## [YOUR INSTRUCTIONS]
Match the string "Novembro" against each line below, and copy every line that matches.

## [INFORMATION PROVIDED]
- - - - - - -
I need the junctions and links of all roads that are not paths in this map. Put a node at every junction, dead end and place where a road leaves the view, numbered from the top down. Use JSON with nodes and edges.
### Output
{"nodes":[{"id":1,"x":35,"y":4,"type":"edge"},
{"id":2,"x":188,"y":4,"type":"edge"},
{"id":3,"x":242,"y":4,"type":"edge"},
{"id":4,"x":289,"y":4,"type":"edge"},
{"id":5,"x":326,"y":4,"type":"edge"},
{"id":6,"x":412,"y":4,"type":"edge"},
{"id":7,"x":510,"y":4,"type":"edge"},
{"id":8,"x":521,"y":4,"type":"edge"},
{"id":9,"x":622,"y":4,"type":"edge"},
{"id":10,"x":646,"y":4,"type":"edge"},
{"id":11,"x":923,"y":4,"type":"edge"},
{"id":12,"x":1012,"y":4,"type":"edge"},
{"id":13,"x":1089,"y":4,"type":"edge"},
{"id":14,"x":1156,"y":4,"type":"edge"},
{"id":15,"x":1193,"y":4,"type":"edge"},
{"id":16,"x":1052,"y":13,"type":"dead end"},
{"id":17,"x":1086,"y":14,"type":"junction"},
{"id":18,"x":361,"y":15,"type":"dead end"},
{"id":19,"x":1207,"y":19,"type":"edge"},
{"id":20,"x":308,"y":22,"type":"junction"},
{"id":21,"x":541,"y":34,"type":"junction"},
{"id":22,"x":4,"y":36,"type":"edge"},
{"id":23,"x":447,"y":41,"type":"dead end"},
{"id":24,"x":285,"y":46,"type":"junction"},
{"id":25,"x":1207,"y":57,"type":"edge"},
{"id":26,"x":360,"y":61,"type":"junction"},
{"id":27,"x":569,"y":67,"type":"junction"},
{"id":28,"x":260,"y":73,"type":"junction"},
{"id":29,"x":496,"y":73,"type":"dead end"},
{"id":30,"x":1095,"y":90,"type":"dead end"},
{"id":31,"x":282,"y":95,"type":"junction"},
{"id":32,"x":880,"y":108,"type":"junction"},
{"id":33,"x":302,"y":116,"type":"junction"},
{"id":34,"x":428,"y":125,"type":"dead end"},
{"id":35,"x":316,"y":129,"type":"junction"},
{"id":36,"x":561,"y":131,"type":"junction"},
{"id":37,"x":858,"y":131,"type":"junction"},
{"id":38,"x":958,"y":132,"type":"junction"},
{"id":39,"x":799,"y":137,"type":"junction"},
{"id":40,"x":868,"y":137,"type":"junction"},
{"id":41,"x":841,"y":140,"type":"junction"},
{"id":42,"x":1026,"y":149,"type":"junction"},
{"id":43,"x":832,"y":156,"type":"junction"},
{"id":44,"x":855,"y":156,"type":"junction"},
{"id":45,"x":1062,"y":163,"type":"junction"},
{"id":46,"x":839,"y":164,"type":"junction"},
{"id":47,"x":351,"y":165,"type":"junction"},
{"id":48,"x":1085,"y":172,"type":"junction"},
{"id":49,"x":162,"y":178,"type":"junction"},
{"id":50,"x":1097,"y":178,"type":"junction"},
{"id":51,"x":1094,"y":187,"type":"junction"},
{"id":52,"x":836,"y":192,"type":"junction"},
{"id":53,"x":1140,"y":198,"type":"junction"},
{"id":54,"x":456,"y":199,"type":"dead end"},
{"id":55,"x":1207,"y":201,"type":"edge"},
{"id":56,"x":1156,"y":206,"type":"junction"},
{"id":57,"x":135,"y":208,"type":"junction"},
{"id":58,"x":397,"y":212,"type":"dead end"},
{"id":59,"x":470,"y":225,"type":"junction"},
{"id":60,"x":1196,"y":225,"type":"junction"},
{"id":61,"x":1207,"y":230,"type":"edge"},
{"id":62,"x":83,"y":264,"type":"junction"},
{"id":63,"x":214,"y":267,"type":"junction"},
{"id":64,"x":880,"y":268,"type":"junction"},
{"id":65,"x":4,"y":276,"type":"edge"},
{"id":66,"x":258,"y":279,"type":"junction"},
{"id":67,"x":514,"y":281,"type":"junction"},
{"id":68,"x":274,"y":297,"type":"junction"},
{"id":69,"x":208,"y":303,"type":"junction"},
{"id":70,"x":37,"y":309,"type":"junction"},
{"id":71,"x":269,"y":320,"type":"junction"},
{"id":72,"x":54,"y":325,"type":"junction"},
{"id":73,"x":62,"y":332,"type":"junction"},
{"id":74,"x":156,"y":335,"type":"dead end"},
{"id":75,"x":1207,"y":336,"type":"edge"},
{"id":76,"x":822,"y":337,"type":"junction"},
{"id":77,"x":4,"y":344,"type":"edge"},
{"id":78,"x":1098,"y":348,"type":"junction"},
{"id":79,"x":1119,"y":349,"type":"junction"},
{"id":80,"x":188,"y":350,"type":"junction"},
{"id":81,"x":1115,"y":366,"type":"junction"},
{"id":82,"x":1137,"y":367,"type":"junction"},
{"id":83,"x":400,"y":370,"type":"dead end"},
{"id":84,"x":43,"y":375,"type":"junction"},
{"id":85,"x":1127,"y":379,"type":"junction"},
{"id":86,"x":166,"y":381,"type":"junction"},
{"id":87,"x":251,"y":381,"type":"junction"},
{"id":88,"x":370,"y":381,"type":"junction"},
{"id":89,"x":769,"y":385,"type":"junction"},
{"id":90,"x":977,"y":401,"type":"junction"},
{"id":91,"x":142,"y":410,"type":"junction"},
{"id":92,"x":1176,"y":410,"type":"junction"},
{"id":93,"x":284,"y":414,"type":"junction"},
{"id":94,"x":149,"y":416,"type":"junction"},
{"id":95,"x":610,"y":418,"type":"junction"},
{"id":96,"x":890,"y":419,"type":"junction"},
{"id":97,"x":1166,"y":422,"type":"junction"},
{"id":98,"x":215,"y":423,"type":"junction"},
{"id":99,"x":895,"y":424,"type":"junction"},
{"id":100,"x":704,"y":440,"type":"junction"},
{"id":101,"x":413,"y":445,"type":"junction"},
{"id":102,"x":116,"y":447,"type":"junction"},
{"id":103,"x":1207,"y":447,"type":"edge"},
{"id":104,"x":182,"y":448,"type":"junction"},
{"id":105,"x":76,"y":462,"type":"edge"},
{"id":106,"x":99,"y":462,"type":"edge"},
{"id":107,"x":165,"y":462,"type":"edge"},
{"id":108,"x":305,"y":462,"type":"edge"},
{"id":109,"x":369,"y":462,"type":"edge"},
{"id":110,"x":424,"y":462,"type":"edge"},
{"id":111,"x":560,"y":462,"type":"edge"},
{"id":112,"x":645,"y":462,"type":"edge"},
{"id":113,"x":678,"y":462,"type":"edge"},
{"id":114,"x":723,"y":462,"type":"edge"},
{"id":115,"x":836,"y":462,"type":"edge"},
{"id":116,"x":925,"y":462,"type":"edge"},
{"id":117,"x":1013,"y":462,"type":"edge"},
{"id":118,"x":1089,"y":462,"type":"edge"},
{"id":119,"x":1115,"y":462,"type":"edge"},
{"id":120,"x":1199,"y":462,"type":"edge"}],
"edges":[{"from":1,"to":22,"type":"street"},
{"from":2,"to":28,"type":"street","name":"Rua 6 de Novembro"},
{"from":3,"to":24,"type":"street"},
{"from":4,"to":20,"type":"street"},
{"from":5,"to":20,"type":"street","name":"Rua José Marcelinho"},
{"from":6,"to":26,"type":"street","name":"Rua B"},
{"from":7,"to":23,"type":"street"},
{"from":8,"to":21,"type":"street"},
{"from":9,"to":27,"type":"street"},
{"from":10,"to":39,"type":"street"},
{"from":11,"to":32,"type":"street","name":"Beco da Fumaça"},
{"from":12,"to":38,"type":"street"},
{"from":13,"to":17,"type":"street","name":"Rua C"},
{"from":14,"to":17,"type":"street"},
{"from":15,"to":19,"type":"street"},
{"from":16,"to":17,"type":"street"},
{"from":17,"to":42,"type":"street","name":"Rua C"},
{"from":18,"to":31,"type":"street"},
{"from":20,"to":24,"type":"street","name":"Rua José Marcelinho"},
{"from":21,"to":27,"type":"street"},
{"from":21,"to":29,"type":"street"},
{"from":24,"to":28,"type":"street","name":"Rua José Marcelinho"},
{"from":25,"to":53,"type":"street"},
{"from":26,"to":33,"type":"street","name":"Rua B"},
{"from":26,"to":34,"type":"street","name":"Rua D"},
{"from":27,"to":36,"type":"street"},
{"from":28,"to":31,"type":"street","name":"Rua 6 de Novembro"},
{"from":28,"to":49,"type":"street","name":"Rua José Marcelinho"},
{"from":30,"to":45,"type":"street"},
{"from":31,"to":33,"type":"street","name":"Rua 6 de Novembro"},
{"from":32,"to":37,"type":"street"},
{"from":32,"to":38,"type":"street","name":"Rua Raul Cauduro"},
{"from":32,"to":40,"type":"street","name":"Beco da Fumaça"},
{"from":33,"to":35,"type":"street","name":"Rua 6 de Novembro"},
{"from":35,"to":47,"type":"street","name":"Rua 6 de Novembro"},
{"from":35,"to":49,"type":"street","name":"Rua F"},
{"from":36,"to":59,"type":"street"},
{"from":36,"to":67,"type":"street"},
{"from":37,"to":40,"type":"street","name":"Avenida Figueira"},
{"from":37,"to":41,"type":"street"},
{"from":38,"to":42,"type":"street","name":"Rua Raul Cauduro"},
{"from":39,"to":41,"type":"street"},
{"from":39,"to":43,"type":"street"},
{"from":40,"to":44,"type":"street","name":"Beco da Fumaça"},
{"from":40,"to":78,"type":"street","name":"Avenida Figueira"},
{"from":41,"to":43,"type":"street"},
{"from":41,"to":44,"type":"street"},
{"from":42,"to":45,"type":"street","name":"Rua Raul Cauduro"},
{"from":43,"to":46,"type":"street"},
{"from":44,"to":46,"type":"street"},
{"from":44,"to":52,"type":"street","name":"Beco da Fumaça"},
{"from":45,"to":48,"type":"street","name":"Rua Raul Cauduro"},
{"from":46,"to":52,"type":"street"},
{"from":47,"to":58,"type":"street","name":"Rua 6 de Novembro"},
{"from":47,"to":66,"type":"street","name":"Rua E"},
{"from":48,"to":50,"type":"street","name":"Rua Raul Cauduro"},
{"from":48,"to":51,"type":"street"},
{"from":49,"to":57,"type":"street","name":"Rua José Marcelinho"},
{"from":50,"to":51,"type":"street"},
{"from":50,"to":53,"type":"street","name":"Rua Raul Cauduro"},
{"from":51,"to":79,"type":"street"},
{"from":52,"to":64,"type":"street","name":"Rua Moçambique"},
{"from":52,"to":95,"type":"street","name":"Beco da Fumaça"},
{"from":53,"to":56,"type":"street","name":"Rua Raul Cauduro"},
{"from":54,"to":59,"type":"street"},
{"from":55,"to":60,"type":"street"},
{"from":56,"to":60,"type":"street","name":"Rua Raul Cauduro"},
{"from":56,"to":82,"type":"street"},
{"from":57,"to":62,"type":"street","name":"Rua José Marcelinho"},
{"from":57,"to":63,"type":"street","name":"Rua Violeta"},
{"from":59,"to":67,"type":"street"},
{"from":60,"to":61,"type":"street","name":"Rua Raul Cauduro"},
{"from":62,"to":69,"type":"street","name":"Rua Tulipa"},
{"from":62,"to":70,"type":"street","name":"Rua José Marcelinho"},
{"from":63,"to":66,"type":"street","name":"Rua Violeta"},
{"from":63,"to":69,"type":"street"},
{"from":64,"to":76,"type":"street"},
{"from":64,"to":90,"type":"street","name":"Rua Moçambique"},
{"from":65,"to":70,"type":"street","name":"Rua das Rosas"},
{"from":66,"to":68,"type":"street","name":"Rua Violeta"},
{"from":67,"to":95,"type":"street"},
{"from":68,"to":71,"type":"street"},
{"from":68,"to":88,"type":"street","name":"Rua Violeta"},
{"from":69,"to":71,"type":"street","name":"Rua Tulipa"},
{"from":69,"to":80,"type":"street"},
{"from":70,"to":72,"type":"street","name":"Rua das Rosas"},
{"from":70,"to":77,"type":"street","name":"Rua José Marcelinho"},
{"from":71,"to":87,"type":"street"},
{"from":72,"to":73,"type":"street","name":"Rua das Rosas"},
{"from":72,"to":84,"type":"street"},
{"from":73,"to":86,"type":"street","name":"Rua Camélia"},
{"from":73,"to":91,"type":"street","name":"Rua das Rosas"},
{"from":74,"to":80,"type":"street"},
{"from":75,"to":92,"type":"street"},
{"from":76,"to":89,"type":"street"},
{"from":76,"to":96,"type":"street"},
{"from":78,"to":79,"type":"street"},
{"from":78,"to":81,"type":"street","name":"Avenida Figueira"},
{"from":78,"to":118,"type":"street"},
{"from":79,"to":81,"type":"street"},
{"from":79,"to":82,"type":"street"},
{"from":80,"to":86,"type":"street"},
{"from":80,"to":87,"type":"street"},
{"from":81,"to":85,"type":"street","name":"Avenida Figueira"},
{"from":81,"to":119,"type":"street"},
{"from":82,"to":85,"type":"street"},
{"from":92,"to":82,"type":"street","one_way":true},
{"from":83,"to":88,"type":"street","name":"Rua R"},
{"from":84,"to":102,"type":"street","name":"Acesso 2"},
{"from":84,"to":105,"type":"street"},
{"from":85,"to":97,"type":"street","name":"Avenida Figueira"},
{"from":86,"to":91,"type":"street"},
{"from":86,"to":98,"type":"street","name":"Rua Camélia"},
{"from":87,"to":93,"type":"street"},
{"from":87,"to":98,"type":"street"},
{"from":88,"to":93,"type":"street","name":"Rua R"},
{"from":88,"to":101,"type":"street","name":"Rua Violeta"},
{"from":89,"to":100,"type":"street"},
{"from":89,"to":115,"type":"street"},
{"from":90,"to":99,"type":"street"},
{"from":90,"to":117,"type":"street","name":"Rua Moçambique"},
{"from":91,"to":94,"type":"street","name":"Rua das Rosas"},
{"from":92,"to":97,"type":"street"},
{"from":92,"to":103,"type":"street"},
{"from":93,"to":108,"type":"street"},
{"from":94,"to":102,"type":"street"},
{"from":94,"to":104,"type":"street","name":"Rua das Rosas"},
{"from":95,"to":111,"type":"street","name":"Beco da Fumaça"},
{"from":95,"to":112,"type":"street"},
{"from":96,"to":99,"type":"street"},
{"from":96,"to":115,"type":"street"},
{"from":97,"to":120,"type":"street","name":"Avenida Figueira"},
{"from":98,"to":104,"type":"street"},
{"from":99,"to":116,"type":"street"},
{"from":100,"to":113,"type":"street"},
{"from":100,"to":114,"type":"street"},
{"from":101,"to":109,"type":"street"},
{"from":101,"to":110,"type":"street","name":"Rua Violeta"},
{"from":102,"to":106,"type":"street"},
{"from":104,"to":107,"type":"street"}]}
- - - - - - -
## [TASK SOLUTION]
{"from":2,"to":28,"type":"street","name":"Rua 6 de Novembro"},
{"from":28,"to":31,"type":"street","name":"Rua 6 de Novembro"},
{"from":31,"to":33,"type":"street","name":"Rua 6 de Novembro"},
{"from":33,"to":35,"type":"street","name":"Rua 6 de Novembro"},
{"from":35,"to":47,"type":"street","name":"Rua 6 de Novembro"},
{"from":47,"to":58,"type":"street","name":"Rua 6 de Novembro"},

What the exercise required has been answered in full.